1671988 - Attaching an ActivityDelegate to the Engine assumes we have WebAuthn support

Status: NEW

(GeckoView :: General, defect, P3)

Description

[Jonathan Almeida [:jonalmeida]]

When we attach the ActivityDelegate to the GeckoView runtime, websites assume we have support for WebAuthn.

You can see this with GVE and AC's Sample Browser by going to Github and attempting to sign-in - we can see that we are prompted to setup a security key but without the full API support the call will fail.

On a related note, could the ActivityDelegate be added to the GeckoView instance instead where we have a reference to a fragment/activity? I can also file a separate issue for this discussion.

Comment 1

[James Willcox (:snorp) (jwillcox@mozilla.com) (he/him)]

(In reply to Jonathan Almeida [:jonalmeida] from comment #0)

When we attach the ActivityDelegate to the GeckoView runtime, websites assume we have support for WebAuthn.

Yeah, I think that's mostly ok? In practice this will only be wrong if Fenix is on a phone without Google Play Services, which will not be a lot of devices.

You can see this with GVE and AC's Sample Browser by going to Github and attempting to sign-in - we can see that we are prompted to setup a security key but without the full API support the call will fail.

What do you mean "full API" support? You've implemented the delegate, but are always returning a failed GeckoResult?

On a related note, could the ActivityDelegate be added to the GeckoView instance instead where we have a reference to a fragment/activity? I can also file a separate issue for this discussion.

It's possible, but it's not really in line with how Web Authn works in Gecko right now, so we punted on that in order to get things going sooner.

Comment 2

[Jonathan Almeida [:jonalmeida]]

(In reply to James Willcox (:snorp) (jwillcox@mozilla.com) (he/him) from comment #1)

(In reply to Jonathan Almeida [:jonalmeida] from comment #0)

When we attach the ActivityDelegate to the GeckoView runtime, websites assume we have support for WebAuthn.

Yeah, I think that's mostly ok? In practice this will only be wrong if Fenix is on a phone without Google Play Services, which will not be a lot of devices.

Wouldn't this be wrong if this a generic ActivityDelegate used for other features instead of a WebAuthn specific delegate? Maybe we should rename this to be a WebAuthnDelegate instead?

What do you mean "full API" support? You've implemented the delegate, but are always returning a failed GeckoResult?

Ah, I meant we've added the delegate but we do not have the Play Services library to complete the GeckoResult. Thinking about it again, it probably makes sense to not have the delegate set if we don't have the feature implemented.

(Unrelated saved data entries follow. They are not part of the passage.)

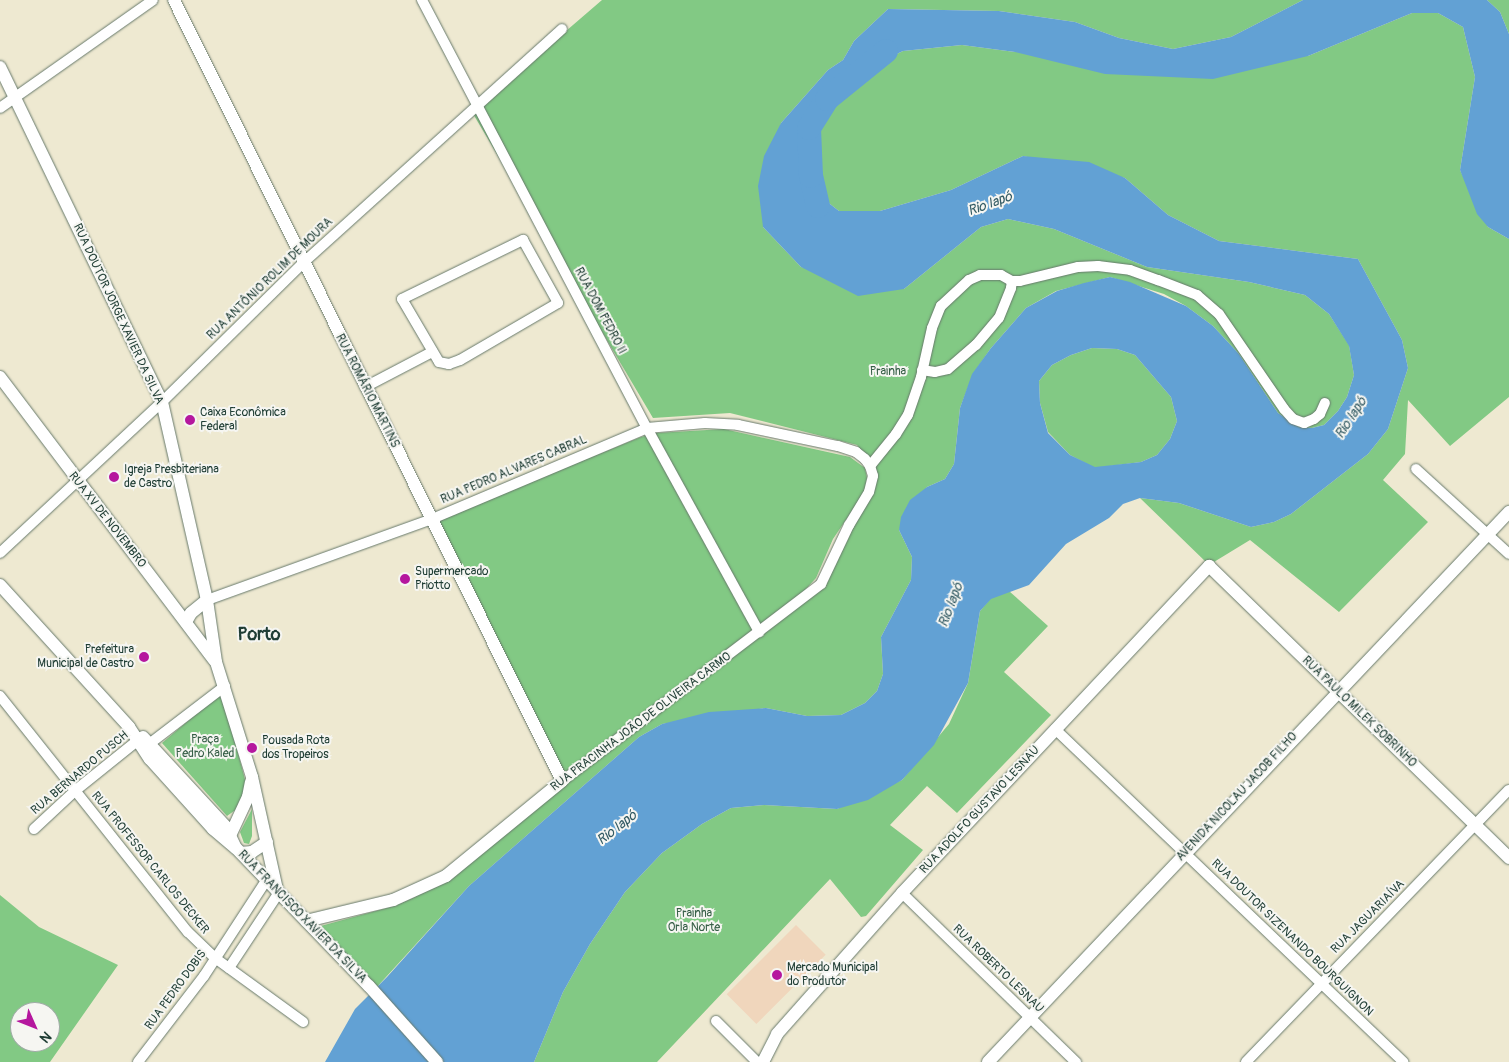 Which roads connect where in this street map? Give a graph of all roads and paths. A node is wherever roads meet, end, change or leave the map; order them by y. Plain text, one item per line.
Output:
1 (154, 0) edge
2 (174, 0) edge
3 (422, 0) edge
4 (562, 29) dead end
5 (0, 67) edge
6 (15, 98) junction
7 (477, 104) junction
8 (0, 108) edge
9 (303, 263) junction
10 (1012, 281) junction
11 (432, 352) junction
12 (922, 370) junction
13 (0, 377) edge
14 (365, 388) junction
15 (162, 402) junction
16 (1325, 403) dead end
17 (646, 428) junction
18 (870, 466) junction
19 (1416, 469) dead end
20 (77, 481) junction
21 (1509, 512) edge
22 (432, 519) junction
23 (1488, 534) junction
24 (0, 553) edge
25 (1509, 554) edge
26 (1209, 566) joint
27 (0, 585) edge
28 (207, 600) junction
29 (186, 622) junction
30 (211, 628) junction
31 (759, 632) junction
32 (197, 636) junction
33 (216, 662) junction
34 (225, 686) junction
35 (1338, 691) junction
36 (0, 696) edge
37 (1055, 729) junction
38 (143, 743) junction
39 (252, 777) junction
40 (562, 781) junction
41 (76, 790) junction
42 (1509, 790) edge
43 (1475, 825) junction
44 (34, 829) dead end
45 (267, 842) junction
46 (234, 845) junction
47 (1185, 853) junction
48 (1509, 858) edge
49 (266, 881) junction
50 (902, 893) junction
51 (278, 894) junction
52 (306, 921) junction
53 (215, 958) junction
54 (229, 968) junction
55 (1322, 982) junction
56 (1030, 1018) junction
57 (716, 1021) dead end
58 (303, 1022) dead end
59 (138, 1062) edge
60 (437, 1062) edge
61 (757, 1062) edge
62 (763, 1062) edge
63 (988, 1062) edge
64 (1076, 1062) edge
65 (1246, 1062) edge
66 (1404, 1062) edge

1 - 6 street
2 - 9 street, RUA ROMÁRIO MARTINS
3 - 7 street, RUA DOM PEDRO II
4 - 7 street, RUA ANTÔNIO ROLIM DE MOURA
5 - 6 street, RUA DOUTOR JORGE XAVIER DA SILVA
6 - 8 street
6 - 15 street, RUA DOUTOR JORGE XAVIER DA SILVA
7 - 9 street, RUA ANTÔNIO ROLIM DE MOURA
7 - 17 street, RUA DOM PEDRO II
9 - 14 street, RUA ROMÁRIO MARTINS
9 - 15 street, RUA ANTÔNIO ROLIM DE MOURA
10 - 12 street
10 - 12 street
10 - 16 street
11 - 11 street
11 - 14 street
12 - 18 street
13 - 20 street, RUA XV DE NOVEMBRO
14 - 22 street, RUA ROMÁRIO MARTINS
15 - 20 street, RUA ANTÔNIO ROLIM DE MOURA
15 - 28 street, RUA DOUTOR JORGE XAVIER DA SILVA
17 - 18 street, RUA PEDRO ALVARES CABRAL
17 - 22 street, RUA PEDRO ALVARES CABRAL
17 - 31 street, RUA DOM PEDRO II
18 - 31 street, RUA PRACINHA JOÃO DE OLIVEIRA CARMO
19 - 23 street
20 - 24 street, RUA ANTÔNIO ROLIM DE MOURA
20 - 29 street, RUA XV DE NOVEMBRO
21 - 23 street, AVENIDA NICOLAU JACOB FILHO
22 - 28 street, RUA PEDRO ALVARES CABRAL
22 - 40 street, RUA ROMÁRIO MARTINS
23 - 25 street
23 - 35 street, AVENIDA NICOLAU JACOB FILHO
26 - 35 street, RUA PAULO MILEK SOBRINHO
26 - 37 street, RUA ADOLFO GUSTAVO LESNAU
27 - 38 street, RUA FRANCISCO XAVIER DA SILVA
28 - 29 street
28 - 30 street, RUA DOUTOR JORGE XAVIER DA SILVA
29 - 32 street, RUA XV DE NOVEMBRO
30 - 32 street
30 - 33 street, RUA DOUTOR JORGE XAVIER DA SILVA
31 - 40 street, RUA PRACINHA JOÃO DE OLIVEIRA CARMO
32 - 33 street, RUA XV DE NOVEMBRO
33 - 34 street
34 - 38 street
34 - 39 street
35 - 43 street, RUA PAULO MILEK SOBRINHO
35 - 47 street, AVENIDA NICOLAU JACOB FILHO
36 - 41 street, RUA PROFESSOR CARLOS DECKER
37 - 47 street, RUA DOUTOR SIZENANDO BOURGUIGNON
37 - 50 street, RUA ADOLFO GUSTAVO LESNAU
38 - 41 street, RUA BERNARDO PUSCH
38 - 46 street, RUA FRANCISCO XAVIER DA SILVA
39 - 45 street
39 - 46 street
40 - 52 street, RUA PRACINHA JOÃO DE OLIVEIRA CARMO
41 - 44 street, RUA BERNARDO PUSCH
41 - 53 street, RUA PROFESSOR CARLOS DECKER
42 - 43 street, RUA JAGUARIAÍVA
43 - 48 street, RUA PAULO MILEK SOBRINHO
43 - 55 street, RUA JAGUARIAÍVA
45 - 46 street
45 - 51 street
46 - 49 street, RUA FRANCISCO XAVIER DA SILVA
47 - 55 street, RUA DOUTOR SIZENANDO BOURGUIGNON
47 - 56 street, AVENIDA NICOLAU JACOB FILHO
49 - 51 street, RUA FRANCISCO XAVIER DA SILVA
49 - 53 street, RUA PEDRO DOBIS
50 - 56 street, RUA ROBERTO LESNAU
50 - 62 street, RUA ADOLFO GUSTAVO LESNAU
51 - 52 street, RUA FRANCISCO XAVIER DA SILVA
51 - 54 street
52 - 60 street, RUA FRANCISCO XAVIER DA SILVA
53 - 54 street, RUA PROFESSOR CARLOS DECKER
53 - 59 street, RUA PEDRO DOBIS
54 - 58 street, RUA PROFESSOR CARLOS DECKER
55 - 65 street, RUA JAGUARIAÍVA
55 - 66 street, RUA DOUTOR SIZENANDO BOURGUIGNON
56 - 63 street, AVENIDA NICOLAU JACOB FILHO
56 - 64 street, RUA ROBERTO LESNAU
57 - 61 street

On a related note, could the ActivityDelegate be added to the GeckoView instance instead where we have a reference to a fragment/activity? I can also file a separate issue for this discussion.

It's possible, but it's not really in line with how Web Authn works in Gecko right now, so we punted on that in order to get things going sooner.

The API can be a bit awkward when the runtime is part of the app lifecycle instead of the activity lifecycle, so we have to ensure we have one activity for the same runtime to receive the events or make every activity return the result back to the runtime.